Aim of the task |
Find the lines below that contain the string "Ship". Copy each one.

Recorded data |
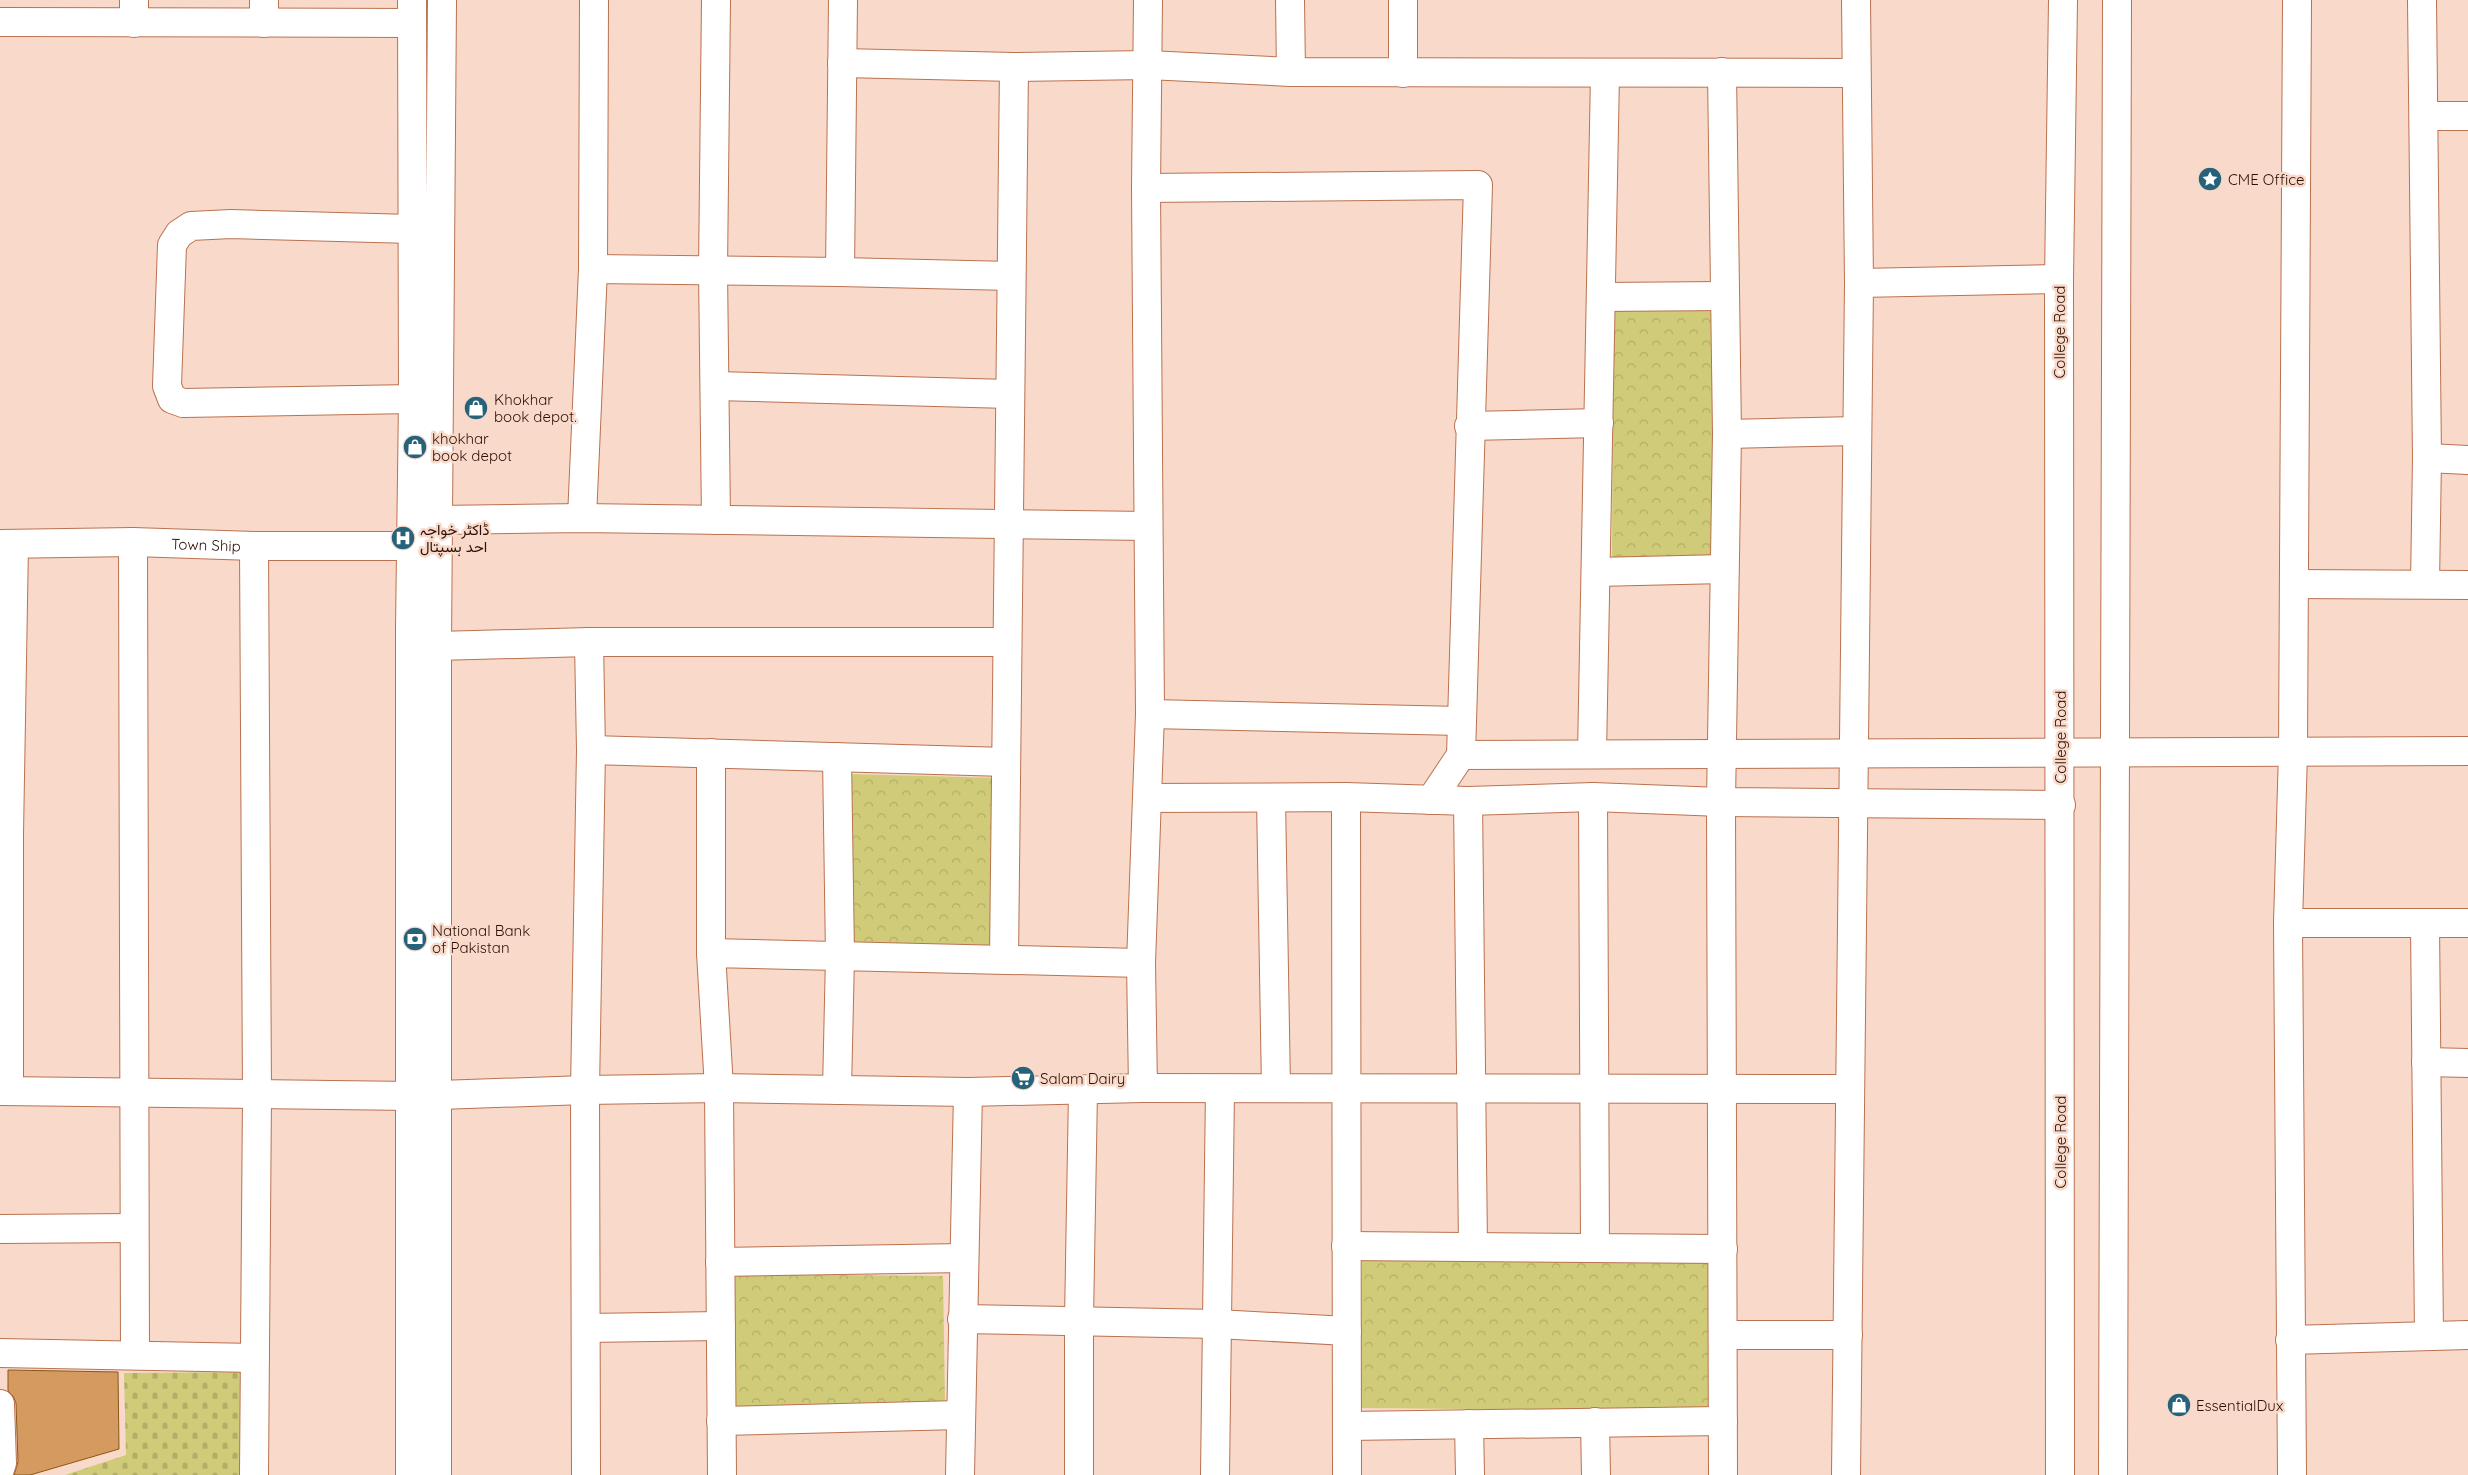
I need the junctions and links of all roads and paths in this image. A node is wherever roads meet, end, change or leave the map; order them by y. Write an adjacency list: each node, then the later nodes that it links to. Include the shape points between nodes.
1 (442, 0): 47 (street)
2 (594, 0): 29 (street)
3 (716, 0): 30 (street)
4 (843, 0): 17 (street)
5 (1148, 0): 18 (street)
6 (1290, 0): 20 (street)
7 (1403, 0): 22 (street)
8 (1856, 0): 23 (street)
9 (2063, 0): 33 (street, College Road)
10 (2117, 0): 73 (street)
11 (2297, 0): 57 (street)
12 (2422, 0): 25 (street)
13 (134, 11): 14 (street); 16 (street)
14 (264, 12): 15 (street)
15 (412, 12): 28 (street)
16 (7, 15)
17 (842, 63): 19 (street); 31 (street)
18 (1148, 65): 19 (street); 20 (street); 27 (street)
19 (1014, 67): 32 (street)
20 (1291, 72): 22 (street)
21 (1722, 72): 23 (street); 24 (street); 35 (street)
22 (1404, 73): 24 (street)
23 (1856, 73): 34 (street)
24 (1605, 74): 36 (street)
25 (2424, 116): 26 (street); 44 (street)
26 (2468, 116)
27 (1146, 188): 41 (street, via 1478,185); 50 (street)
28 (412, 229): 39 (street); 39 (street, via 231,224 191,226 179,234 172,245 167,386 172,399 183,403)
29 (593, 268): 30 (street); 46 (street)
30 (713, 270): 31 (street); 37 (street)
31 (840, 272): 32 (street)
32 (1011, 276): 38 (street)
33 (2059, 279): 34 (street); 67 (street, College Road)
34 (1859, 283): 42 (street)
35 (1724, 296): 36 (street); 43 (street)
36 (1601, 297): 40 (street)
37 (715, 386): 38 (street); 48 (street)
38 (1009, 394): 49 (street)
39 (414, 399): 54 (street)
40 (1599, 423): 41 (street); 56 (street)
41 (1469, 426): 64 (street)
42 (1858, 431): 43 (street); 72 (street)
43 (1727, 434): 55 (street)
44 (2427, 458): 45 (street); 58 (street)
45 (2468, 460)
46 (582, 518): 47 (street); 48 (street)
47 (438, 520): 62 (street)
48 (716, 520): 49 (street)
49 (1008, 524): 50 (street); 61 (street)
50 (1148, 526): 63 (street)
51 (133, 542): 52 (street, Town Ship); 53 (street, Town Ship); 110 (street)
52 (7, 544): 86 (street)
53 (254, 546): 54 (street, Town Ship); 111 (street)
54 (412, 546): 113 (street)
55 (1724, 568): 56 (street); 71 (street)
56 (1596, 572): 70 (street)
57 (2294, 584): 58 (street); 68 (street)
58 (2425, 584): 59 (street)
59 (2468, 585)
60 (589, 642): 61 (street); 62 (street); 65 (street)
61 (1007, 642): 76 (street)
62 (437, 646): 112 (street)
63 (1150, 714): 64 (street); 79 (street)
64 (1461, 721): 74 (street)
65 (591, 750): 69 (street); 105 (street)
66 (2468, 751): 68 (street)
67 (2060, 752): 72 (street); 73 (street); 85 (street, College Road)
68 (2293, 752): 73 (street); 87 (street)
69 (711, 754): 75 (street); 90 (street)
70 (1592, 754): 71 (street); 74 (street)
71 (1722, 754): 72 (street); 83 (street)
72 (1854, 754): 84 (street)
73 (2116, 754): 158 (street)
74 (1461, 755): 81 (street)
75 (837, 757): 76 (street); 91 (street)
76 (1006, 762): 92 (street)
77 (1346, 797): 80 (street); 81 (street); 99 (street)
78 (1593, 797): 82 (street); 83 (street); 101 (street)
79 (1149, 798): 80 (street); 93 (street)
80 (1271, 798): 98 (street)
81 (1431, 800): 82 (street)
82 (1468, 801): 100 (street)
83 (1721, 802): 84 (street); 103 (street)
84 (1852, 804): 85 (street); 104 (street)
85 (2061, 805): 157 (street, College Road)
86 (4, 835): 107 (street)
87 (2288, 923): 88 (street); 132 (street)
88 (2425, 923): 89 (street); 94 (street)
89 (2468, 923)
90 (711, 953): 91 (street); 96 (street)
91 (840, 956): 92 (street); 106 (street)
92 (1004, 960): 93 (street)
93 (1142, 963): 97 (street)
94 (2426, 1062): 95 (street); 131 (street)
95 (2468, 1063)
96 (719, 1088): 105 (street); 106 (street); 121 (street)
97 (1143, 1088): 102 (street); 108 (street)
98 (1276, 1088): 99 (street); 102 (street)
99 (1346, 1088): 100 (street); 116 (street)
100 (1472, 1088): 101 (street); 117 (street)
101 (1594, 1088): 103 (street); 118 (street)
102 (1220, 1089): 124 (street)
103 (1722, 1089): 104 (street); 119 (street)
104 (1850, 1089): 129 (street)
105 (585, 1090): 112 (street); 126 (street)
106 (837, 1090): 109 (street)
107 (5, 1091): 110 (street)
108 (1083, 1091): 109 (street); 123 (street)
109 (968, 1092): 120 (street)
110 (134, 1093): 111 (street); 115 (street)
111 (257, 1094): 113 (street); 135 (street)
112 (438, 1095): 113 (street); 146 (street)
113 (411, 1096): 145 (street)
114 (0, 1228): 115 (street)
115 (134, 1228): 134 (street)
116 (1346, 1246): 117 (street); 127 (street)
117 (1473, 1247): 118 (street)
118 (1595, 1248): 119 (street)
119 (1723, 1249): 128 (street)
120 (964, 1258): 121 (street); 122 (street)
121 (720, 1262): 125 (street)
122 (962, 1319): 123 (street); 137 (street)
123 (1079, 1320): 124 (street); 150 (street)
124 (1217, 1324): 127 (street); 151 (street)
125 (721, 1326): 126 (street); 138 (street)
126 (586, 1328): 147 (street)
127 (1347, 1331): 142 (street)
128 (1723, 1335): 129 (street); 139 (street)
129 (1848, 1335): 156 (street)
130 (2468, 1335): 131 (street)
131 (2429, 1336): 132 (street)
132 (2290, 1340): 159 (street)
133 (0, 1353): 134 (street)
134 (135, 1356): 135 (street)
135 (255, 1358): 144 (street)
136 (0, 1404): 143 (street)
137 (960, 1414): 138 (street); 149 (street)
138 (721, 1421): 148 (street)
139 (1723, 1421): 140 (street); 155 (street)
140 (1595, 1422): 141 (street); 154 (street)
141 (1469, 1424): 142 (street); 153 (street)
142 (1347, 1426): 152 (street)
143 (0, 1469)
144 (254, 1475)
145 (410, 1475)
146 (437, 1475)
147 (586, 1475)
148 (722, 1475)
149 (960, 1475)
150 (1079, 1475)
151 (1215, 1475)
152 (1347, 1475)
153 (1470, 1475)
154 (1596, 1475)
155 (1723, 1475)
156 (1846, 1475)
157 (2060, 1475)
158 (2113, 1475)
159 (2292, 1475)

Answer space |
51 (133, 542): 52 (street, Town Ship); 53 (street, Town Ship); 110 (street)
53 (254, 546): 54 (street, Town Ship); 111 (street)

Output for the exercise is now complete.